[Stored data entries]
Start of Block
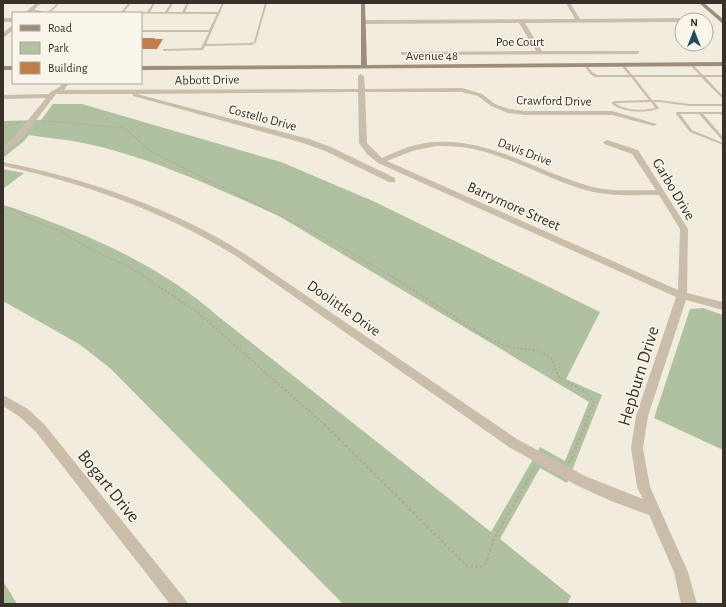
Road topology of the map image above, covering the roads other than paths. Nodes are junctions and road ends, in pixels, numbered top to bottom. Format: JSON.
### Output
{"nodes":[{"id":1,"x":39,"y":3,"type":"edge"},
{"id":2,"x":59,"y":3,"type":"edge"},
{"id":3,"x":130,"y":3,"type":"edge"},
{"id":4,"x":154,"y":3,"type":"edge"},
{"id":5,"x":172,"y":3,"type":"edge"},
{"id":6,"x":188,"y":3,"type":"edge"},
{"id":7,"x":223,"y":3,"type":"edge"},
{"id":8,"x":266,"y":3,"type":"edge"},
{"id":9,"x":363,"y":3,"type":"edge"},
{"id":10,"x":568,"y":3,"type":"edge"},
{"id":11,"x":701,"y":3,"type":"edge"},
{"id":12,"x":30,"y":12,"type":"edge"},
{"id":13,"x":50,"y":12,"type":"edge"},
{"id":14,"x":123,"y":12,"type":"edge"},
{"id":15,"x":218,"y":12,"type":"junction"},
{"id":16,"x":142,"y":13,"type":"edge"},
{"id":17,"x":148,"y":13,"type":"junction"},
{"id":18,"x":166,"y":13,"type":"junction"},
{"id":19,"x":183,"y":13,"type":"junction"},
{"id":20,"x":674,"y":20,"type":"edge"},
{"id":21,"x":521,"y":21,"type":"junction"},
{"id":22,"x":579,"y":21,"type":"junction"},
{"id":23,"x":364,"y":22,"type":"junction"},
{"id":24,"x":723,"y":22,"type":"edge"},
{"id":25,"x":12,"y":28,"type":"edge"},
{"id":26,"x":142,"y":31,"type":"edge"},
{"id":27,"x":210,"y":31,"type":"junction"},
{"id":28,"x":3,"y":36,"type":"edge"},
{"id":29,"x":204,"y":45,"type":"junction"},
{"id":30,"x":164,"y":50,"type":"dead end"},
{"id":31,"x":540,"y":52,"type":"junction"},
{"id":32,"x":638,"y":52,"type":"dead end"},
{"id":33,"x":404,"y":53,"type":"dead end"},
{"id":34,"x":622,"y":64,"type":"junction"},
{"id":35,"x":691,"y":64,"type":"junction"},
{"id":36,"x":723,"y":64,"type":"edge"},
{"id":37,"x":585,"y":65,"type":"junction"},
{"id":38,"x":364,"y":66,"type":"junction"},
{"id":39,"x":142,"y":68,"type":"edge"},
{"id":40,"x":361,"y":76,"type":"dead end"},
{"id":41,"x":632,"y":76,"type":"junction"},
{"id":42,"x":702,"y":76,"type":"junction"},
{"id":43,"x":723,"y":76,"type":"edge"},
{"id":44,"x":57,"y":84,"type":"edge"},
{"id":45,"x":65,"y":84,"type":"edge"},
{"id":46,"x":361,"y":89,"type":"junction"},
{"id":47,"x":124,"y":92,"type":"junction"},
{"id":48,"x":52,"y":94,"type":"junction"},
{"id":49,"x":3,"y":97,"type":"edge"},
{"id":50,"x":723,"y":98,"type":"edge"},
{"id":51,"x":651,"y":101,"type":"junction"},
{"id":52,"x":723,"y":105,"type":"edge"},
{"id":53,"x":700,"y":114,"type":"junction"},
{"id":54,"x":723,"y":115,"type":"edge"},
{"id":55,"x":654,"y":124,"type":"dead end"},
{"id":56,"x":723,"y":139,"type":"edge"},
{"id":57,"x":607,"y":142,"type":"dead end"},
{"id":58,"x":723,"y":144,"type":"edge"},
{"id":59,"x":3,"y":151,"type":"edge"},
{"id":60,"x":381,"y":161,"type":"junction"},
{"id":61,"x":3,"y":164,"type":"edge"},
{"id":62,"x":392,"y":180,"type":"dead end"},
{"id":63,"x":662,"y":192,"type":"junction"},
{"id":64,"x":681,"y":295,"type":"junction"},
{"id":65,"x":723,"y":306,"type":"edge"},
{"id":66,"x":3,"y":400,"type":"edge"},
{"id":67,"x":652,"y":509,"type":"junction"},
{"id":68,"x":180,"y":604,"type":"edge"},
{"id":69,"x":689,"y":604,"type":"edge"}],
"edges":[{"from":1,"to":12,"type":"street"},
{"from":2,"to":13,"type":"lane"},
{"from":3,"to":14,"type":"lane"},
{"from":4,"to":17,"type":"lane"},
{"from":5,"to":18,"type":"lane"},
{"from":6,"to":19,"type":"lane"},
{"from":7,"to":15,"type":"lane"},
{"from":8,"to":29,"type":"lane"},
{"from":9,"to":23,"type":"main road"},
{"from":10,"to":22,"type":"street"},
{"from":11,"to":24,"type":"main road"},
{"from":15,"to":19,"type":"lane"},
{"from":15,"to":27,"type":"lane"},
{"from":16,"to":17,"type":"lane"},
{"from":17,"to":18,"type":"lane"},
{"from":18,"to":19,"type":"lane"},
{"from":20,"to":22,"type":"street"},
{"from":21,"to":22,"type":"street"},
{"from":21,"to":23,"type":"street"},
{"from":21,"to":31,"type":"street"},
{"from":23,"to":38,"type":"main road"},
{"from":25,"to":28,"type":"street"},
{"from":26,"to":27,"type":"lane"},
{"from":27,"to":29,"type":"lane"},
{"from":29,"to":30,"type":"lane"},
{"from":31,"to":32,"type":"street","name":"Poe Court"},
{"from":31,"to":33,"type":"street","name":"Poe Court"},
{"from":34,"to":35,"type":"main road","name":"Avenue 48"},
{"from":34,"to":37,"type":"main road","name":"Avenue 48"},
{"from":34,"to":41,"type":"lane"},
{"from":35,"to":36,"type":"main road","name":"Avenue 48"},
{"from":35,"to":42,"type":"lane"},
{"from":37,"to":38,"type":"main road","name":"Avenue 48"},
{"from":37,"to":41,"type":"lane"},
{"from":38,"to":39,"type":"main road","name":"Avenue 48"},
{"from":40,"to":46,"type":"street","name":"Barrymore Street"},
{"from":41,"to":42,"type":"lane"},
{"from":41,"to":51,"type":"lane"},
{"from":42,"to":43,"type":"lane"},
{"from":42,"to":50,"type":"lane"},
{"from":44,"to":48,"type":"street"},
{"from":45,"to":48,"type":"street"},
{"from":46,"to":47,"type":"street","name":"Abbott Drive"},
{"from":46,"to":55,"type":"street","name":"Crawford Drive"},
{"from":46,"to":60,"type":"street","name":"Barrymore Street"},
{"from":47,"to":48,"type":"street","name":"Abbott Drive"},
{"from":47,"to":62,"type":"street","name":"Costello Drive"},
{"from":48,"to":49,"type":"street","name":"Abbott Drive"},
{"from":48,"to":59,"type":"street"},
{"from":51,"to":51,"type":"lane"},
{"from":51,"to":52,"type":"lane"},
{"from":53,"to":54,"type":"lane"},
{"from":53,"to":56,"type":"lane"},
{"from":53,"to":58,"type":"lane"},
{"from":57,"to":63,"type":"street","name":"Garbo Drive"},
{"from":60,"to":63,"type":"street","name":"Davis Drive"},
{"from":60,"to":64,"type":"street","name":"Barrymore Street"},
{"from":61,"to":67,"type":"street","name":"Doolittle Drive"},
{"from":63,"to":64,"type":"street","name":"Garbo Drive"},
{"from":64,"to":65,"type":"street","name":"Barrymore Street"},
{"from":64,"to":67,"type":"street","name":"Hepburn Drive"},
{"from":66,"to":68,"type":"street","name":"Bogart Drive"},
{"from":67,"to":69,"type":"street","name":"Hepburn Drive"}]}
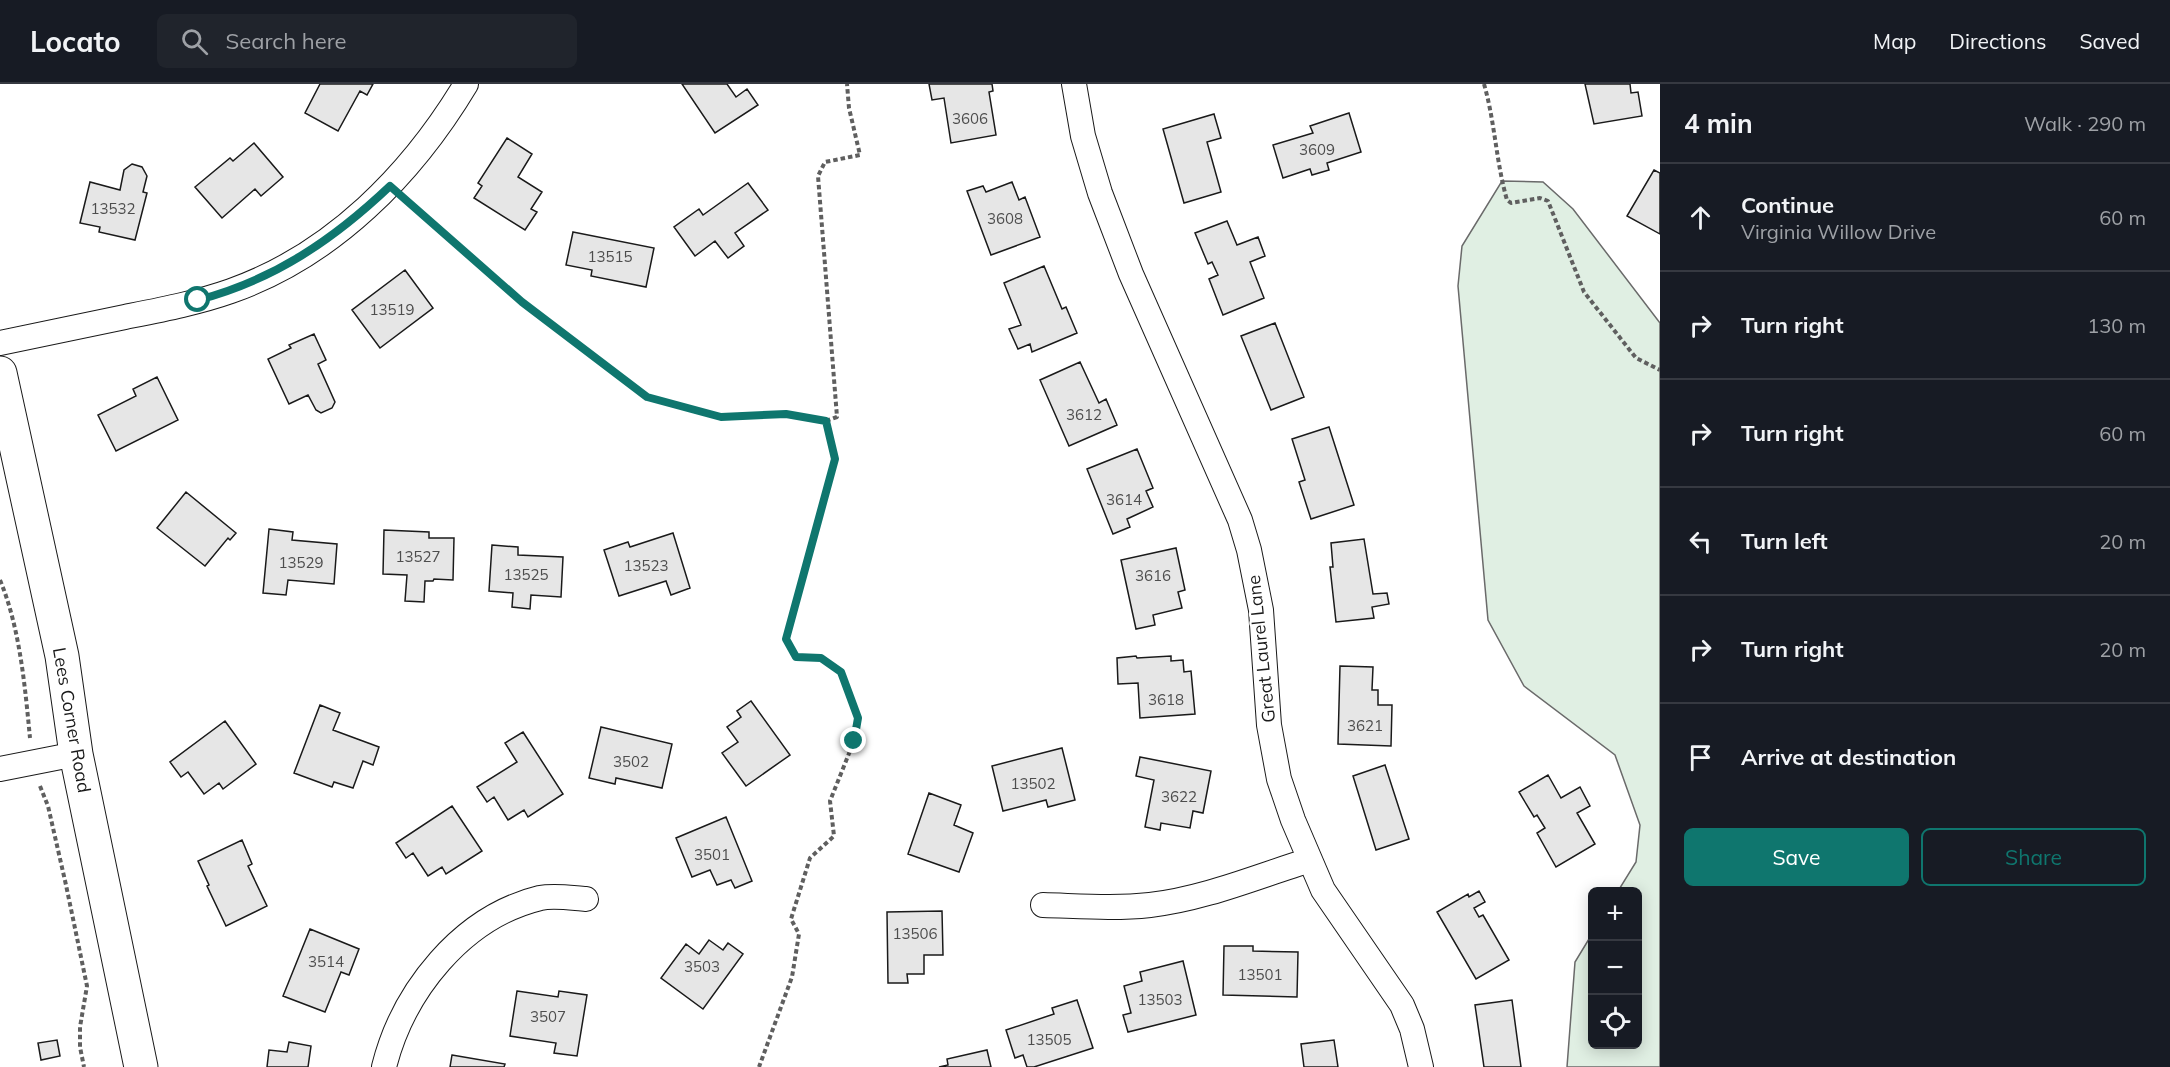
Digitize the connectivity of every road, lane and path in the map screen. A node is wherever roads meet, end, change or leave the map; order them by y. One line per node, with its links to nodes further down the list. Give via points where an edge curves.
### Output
1 (466, 84): 5 (street, via 444,120)
2 (848, 84): 9 (path, via 849,108 860,155 825,162 818,176 837,417)
3 (1074, 84): 14 (street, Great Laurel Lane, via 1083,136 1100,193 1131,274 1240,520 1261,610 1273,753)
4 (1484, 84): 7 (path, via 1507,200 1548,201 1584,292 1636,358)
5 (390, 186): 6 (street, via 320,245 232,291 167,309); 9 (path, via 522,302 647,397 721,417 786,414)
6 (0, 343)
7 (1660, 370)
8 (0, 373): 11 (street, Lees Corner Road, via 62,656)
9 (826, 421): 20 (path, via 835,459 786,639 796,657 821,658 841,672 858,718 854,741 830,801 834,836 810,858 791,919 799,934 792,976)
10 (0, 580): 12 (path, via 22,670)
11 (76, 754): 12 (street); 18 (street, Lees Corner Road)
12 (32, 763): 13 (street); 17 (path, via 48,806 87,986 80,1027)
13 (0, 770)
14 (1310, 860): 16 (street, via 1192,897 1151,905); 21 (street, Great Laurel Lane, via 1323,890 1402,1005)
15 (586, 899): 19 (street, via 543,898 511,908 456,944 410,1000)
16 (1043, 905)
17 (84, 1067)
18 (141, 1067)
19 (384, 1067)
20 (759, 1067)
21 (1421, 1067)

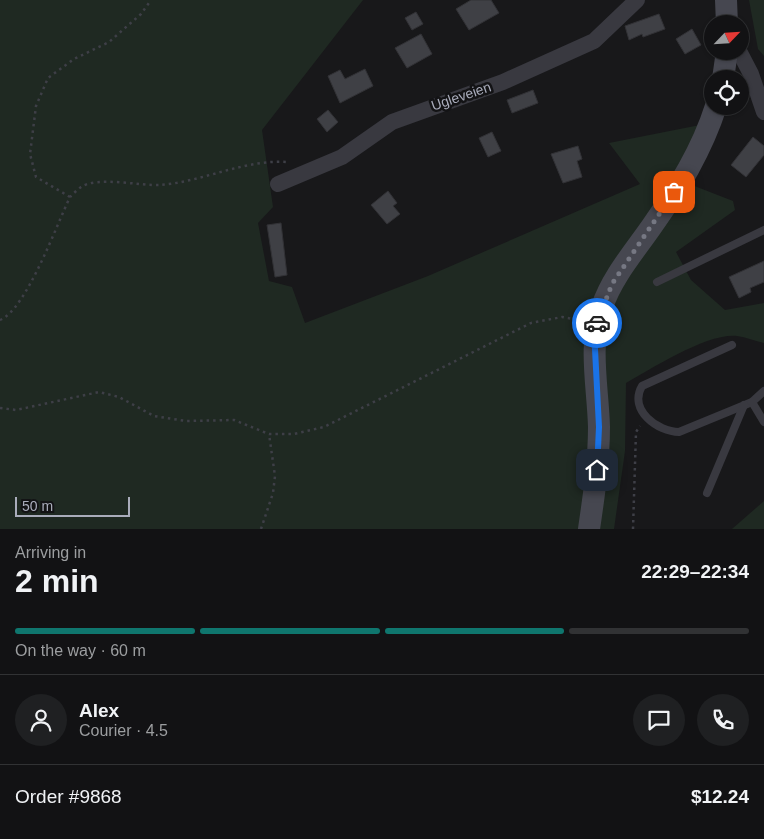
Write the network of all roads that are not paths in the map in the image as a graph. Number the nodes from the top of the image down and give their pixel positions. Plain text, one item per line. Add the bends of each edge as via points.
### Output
1 (637, 0) edge
2 (726, 0) edge
3 (727, 15) edge
4 (744, 60) edge
5 (764, 112) edge
6 (712, 115) edge
7 (278, 184) dead end
8 (764, 230) edge
9 (657, 282) dead end
10 (732, 345) dead end
11 (764, 391) edge
12 (752, 402) junction
13 (744, 406) junction
14 (764, 422) edge
15 (707, 493) dead end
16 (589, 529) edge

1 - 7 street, Ugleveien via 594,41 503,82 392,122 342,157
2 - 3 main road
4 - 5 street
6 - 16 main road via 682,181 612,284 597,323 599,427
8 - 9 lane
10 - 13 lane via 642,386 639,400 647,418 665,430 680,432
11 - 12 lane
12 - 13 lane
12 - 14 lane
13 - 15 lane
End of Block
= What to do =
Look through the entries above. Extract each line with the word "main".

= Expected answer =
{"from":9,"to":23,"type":"main road"},
{"from":11,"to":24,"type":"main road"},
{"from":23,"to":38,"type":"main road"},
{"from":34,"to":35,"type":"main road","name":"Avenue 48"},
{"from":34,"to":37,"type":"main road","name":"Avenue 48"},
{"from":35,"to":36,"type":"main road","name":"Avenue 48"},
{"from":37,"to":38,"type":"main road","name":"Avenue 48"},
{"from":38,"to":39,"type":"main road","name":"Avenue 48"},
2 - 3 main road
6 - 16 main road via 682,181 612,284 597,323 599,427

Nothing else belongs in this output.